[Body or hand keypoint data]
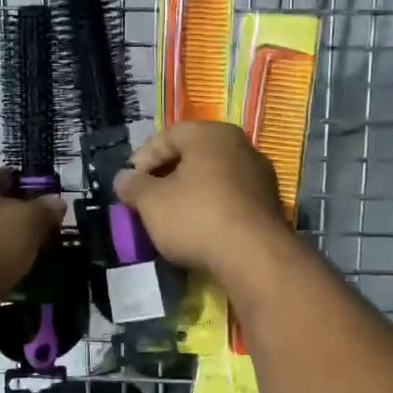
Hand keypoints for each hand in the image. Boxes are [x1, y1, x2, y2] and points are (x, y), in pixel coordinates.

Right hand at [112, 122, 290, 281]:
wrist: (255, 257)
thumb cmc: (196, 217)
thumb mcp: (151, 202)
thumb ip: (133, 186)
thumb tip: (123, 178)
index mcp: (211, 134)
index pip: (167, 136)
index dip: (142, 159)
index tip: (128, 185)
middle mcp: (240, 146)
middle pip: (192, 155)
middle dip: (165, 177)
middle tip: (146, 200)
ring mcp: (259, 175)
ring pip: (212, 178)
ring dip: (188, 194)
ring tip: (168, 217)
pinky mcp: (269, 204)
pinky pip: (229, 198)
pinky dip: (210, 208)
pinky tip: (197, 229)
--
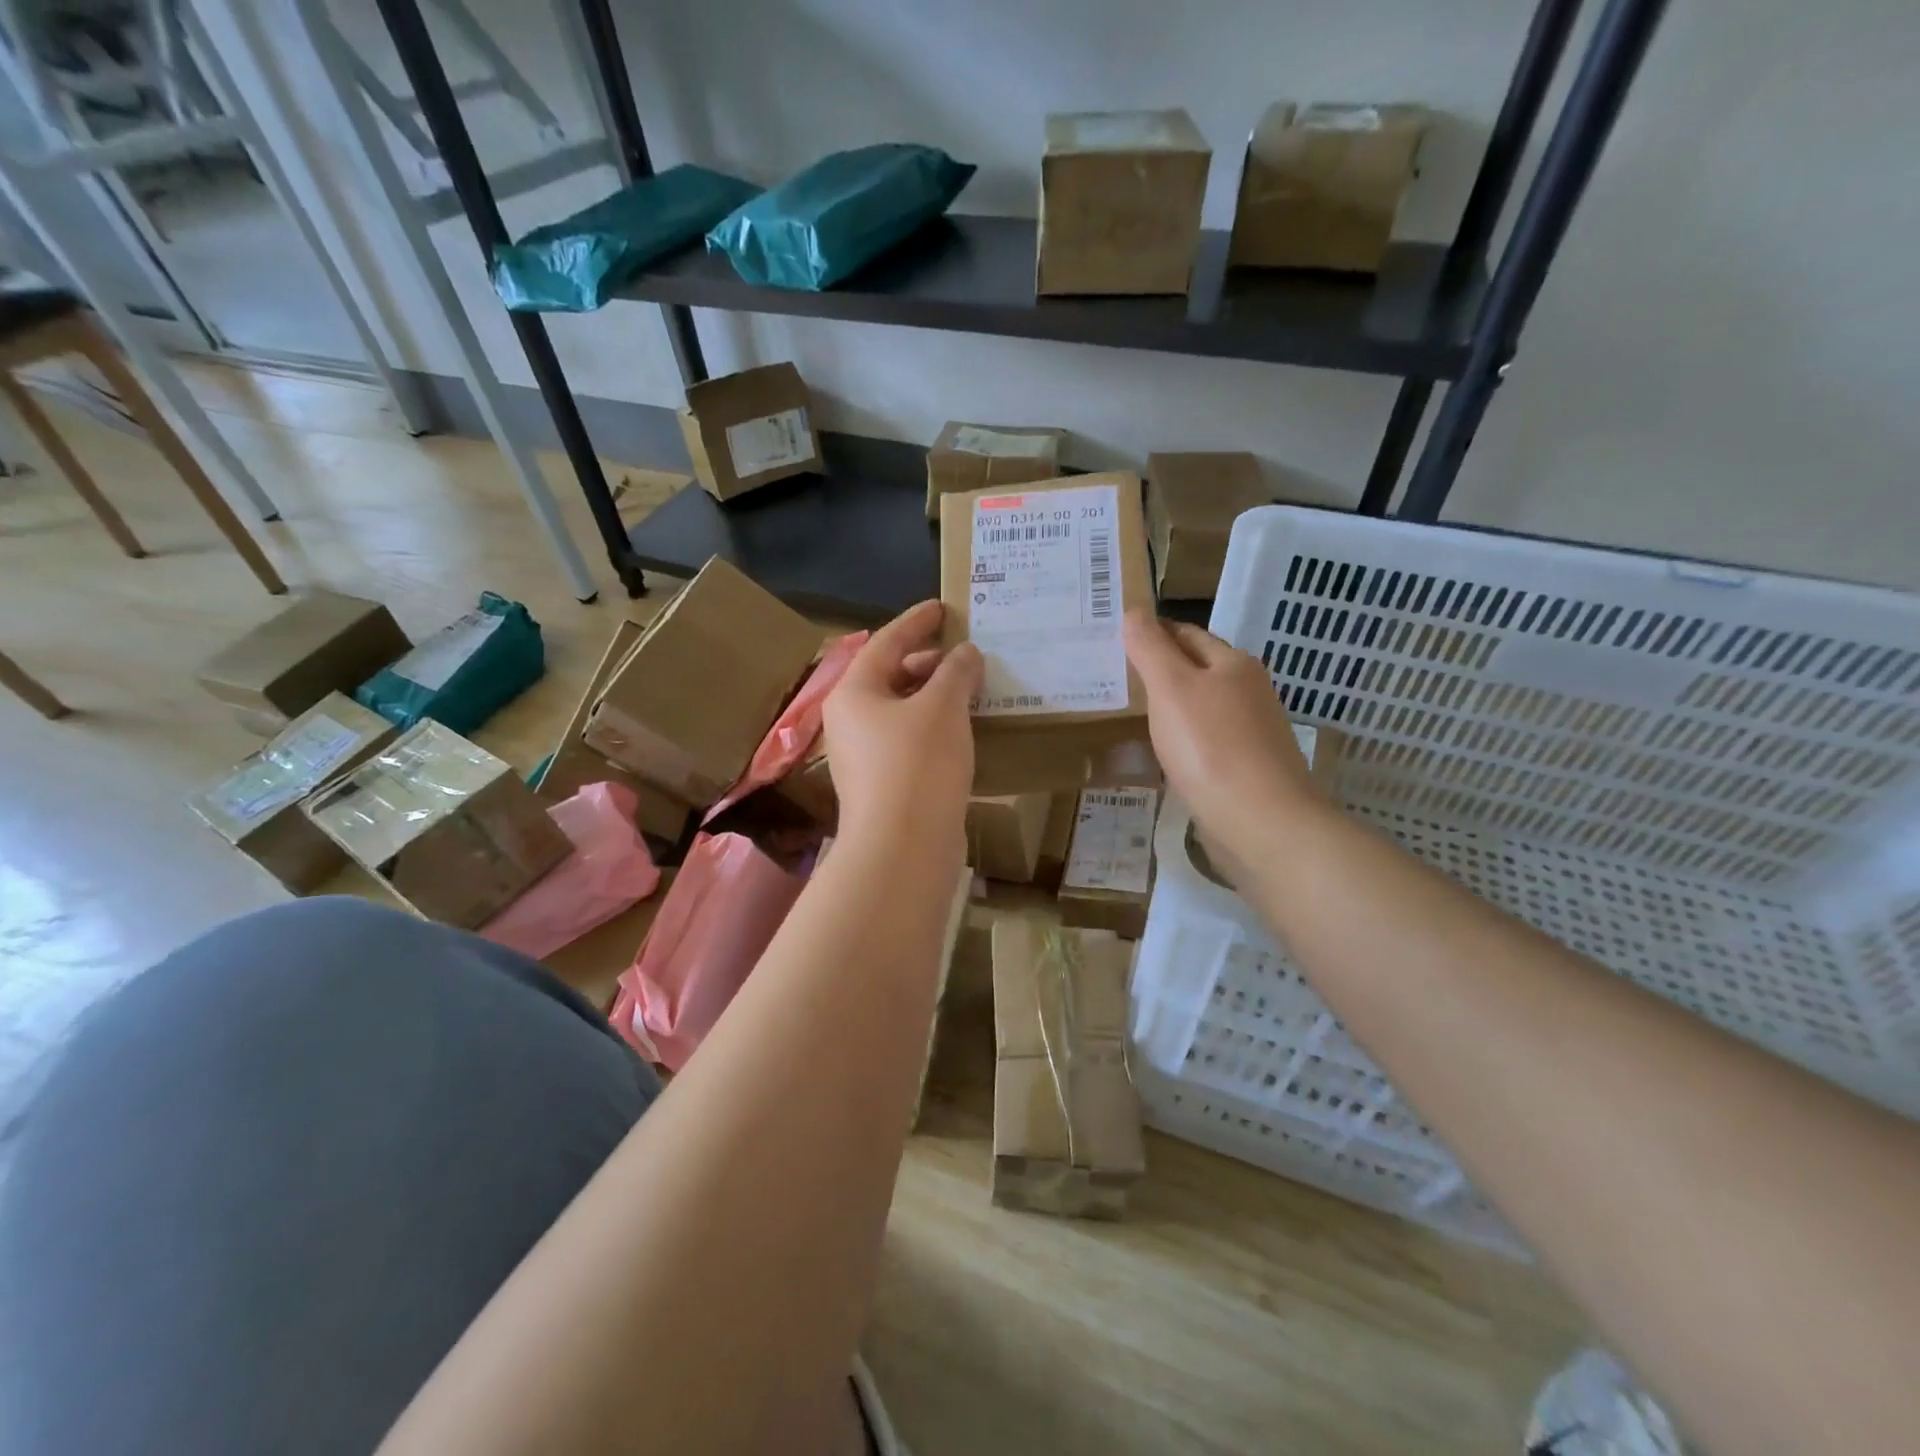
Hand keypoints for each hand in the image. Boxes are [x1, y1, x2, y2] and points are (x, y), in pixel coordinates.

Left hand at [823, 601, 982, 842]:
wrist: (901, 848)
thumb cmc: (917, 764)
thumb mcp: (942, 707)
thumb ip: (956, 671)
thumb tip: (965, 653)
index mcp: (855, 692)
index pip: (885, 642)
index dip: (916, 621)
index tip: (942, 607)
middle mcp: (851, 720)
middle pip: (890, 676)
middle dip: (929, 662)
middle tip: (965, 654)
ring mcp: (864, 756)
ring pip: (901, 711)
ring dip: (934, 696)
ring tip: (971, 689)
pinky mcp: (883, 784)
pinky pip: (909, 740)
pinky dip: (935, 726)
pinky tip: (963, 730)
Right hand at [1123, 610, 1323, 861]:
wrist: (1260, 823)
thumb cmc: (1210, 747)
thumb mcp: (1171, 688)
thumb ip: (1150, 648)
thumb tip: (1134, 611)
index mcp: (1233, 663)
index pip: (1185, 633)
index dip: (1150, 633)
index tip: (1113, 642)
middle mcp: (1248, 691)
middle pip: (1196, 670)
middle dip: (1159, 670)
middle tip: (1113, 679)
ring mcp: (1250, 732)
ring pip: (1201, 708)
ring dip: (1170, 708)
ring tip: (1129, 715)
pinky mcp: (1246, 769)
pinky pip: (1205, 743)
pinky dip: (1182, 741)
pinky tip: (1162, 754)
---
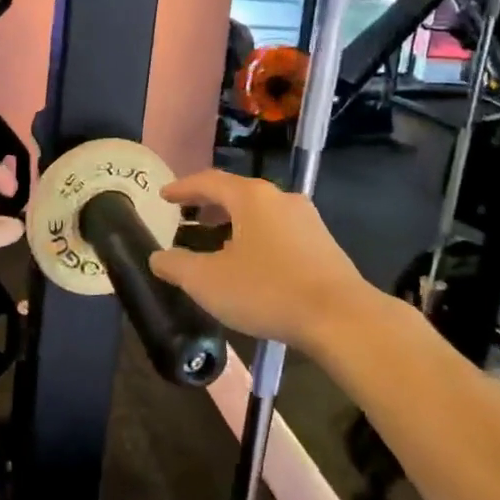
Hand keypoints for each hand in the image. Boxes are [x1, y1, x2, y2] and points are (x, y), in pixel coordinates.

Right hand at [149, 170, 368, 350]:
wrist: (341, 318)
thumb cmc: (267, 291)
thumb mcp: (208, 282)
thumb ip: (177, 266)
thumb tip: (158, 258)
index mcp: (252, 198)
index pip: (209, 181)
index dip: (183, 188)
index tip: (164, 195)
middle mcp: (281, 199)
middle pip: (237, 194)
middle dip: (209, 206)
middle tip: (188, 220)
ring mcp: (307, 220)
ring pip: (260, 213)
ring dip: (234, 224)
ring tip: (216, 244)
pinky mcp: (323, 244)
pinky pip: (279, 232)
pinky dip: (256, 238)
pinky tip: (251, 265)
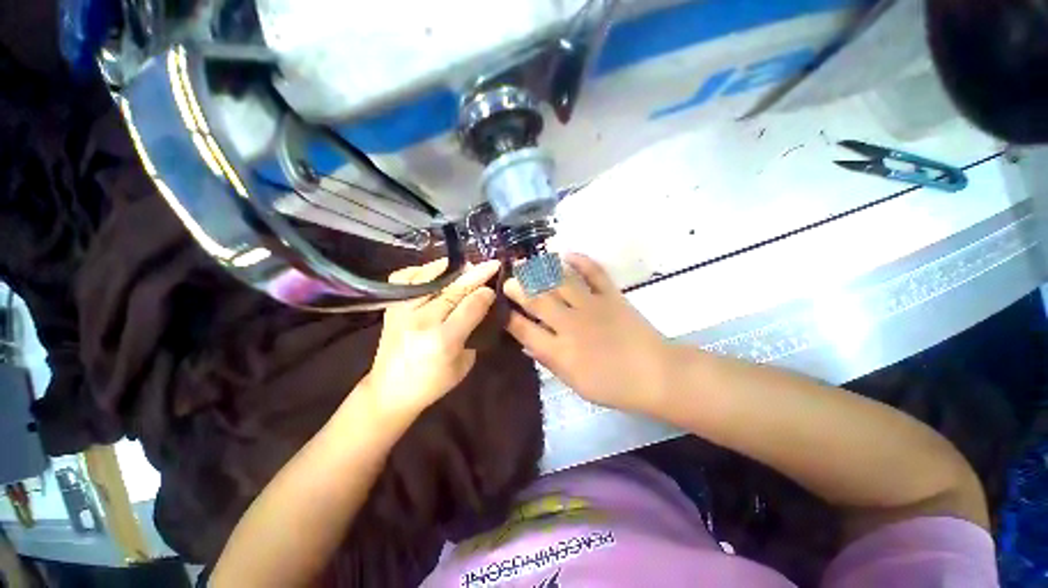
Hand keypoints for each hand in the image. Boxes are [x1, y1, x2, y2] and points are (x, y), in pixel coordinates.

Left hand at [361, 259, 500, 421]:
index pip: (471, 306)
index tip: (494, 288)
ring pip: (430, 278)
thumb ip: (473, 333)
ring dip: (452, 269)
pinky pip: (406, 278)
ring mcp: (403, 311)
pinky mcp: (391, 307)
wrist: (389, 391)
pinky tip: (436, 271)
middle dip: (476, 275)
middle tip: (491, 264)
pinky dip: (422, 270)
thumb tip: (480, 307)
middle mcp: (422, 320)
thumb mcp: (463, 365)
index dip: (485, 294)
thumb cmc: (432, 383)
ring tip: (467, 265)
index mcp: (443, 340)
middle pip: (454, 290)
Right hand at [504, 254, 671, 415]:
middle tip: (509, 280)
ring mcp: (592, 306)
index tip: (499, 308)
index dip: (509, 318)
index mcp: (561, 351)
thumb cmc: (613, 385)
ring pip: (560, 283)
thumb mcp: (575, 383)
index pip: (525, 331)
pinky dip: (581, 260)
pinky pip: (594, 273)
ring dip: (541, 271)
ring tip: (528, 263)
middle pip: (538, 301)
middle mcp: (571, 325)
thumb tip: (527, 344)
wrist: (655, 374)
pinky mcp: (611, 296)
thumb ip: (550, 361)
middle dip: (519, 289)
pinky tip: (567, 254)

## WHAT THE EXERCISE ASKS:
Starting at the line above that contains "ring tip: (971, 689)", repeat each line exactly up to and including the line that contains "pinky tip: (1162, 754)", and stop there.

## RESPONSE BELOW:
ring tip: (971, 689)
pinky mcp: (883, 784)
pinky pip: (909, 740)
pinky dip: (935, 726)
pinky tip: (963, 730)
Right hand at [1123, 610, 1323, 861]:
wrist: (1260, 823)
thumb cmc: (1210, 747)
thumb mcp: (1171, 688)
thumb ip: (1150, 648)
thumb tip: (1134, 611)
index mcp: (1233, 663)
index pip: (1185, 633)
index dip: (1150, 633)
index tip: (1113, 642)
middle mcp: (1248, 691)
middle pip: (1196, 670)
middle dip: (1159, 670)
middle tip: (1113, 679)
ring mcp: (1250, 732)
ring pip: (1201, 708)
ring dip: (1170, 708)
ring tip: (1129, 715)
pinky mcp: (1246, 769)
pinky pip: (1205, 743)
pinky dip: (1182, 741)
pinky tip: (1162, 754)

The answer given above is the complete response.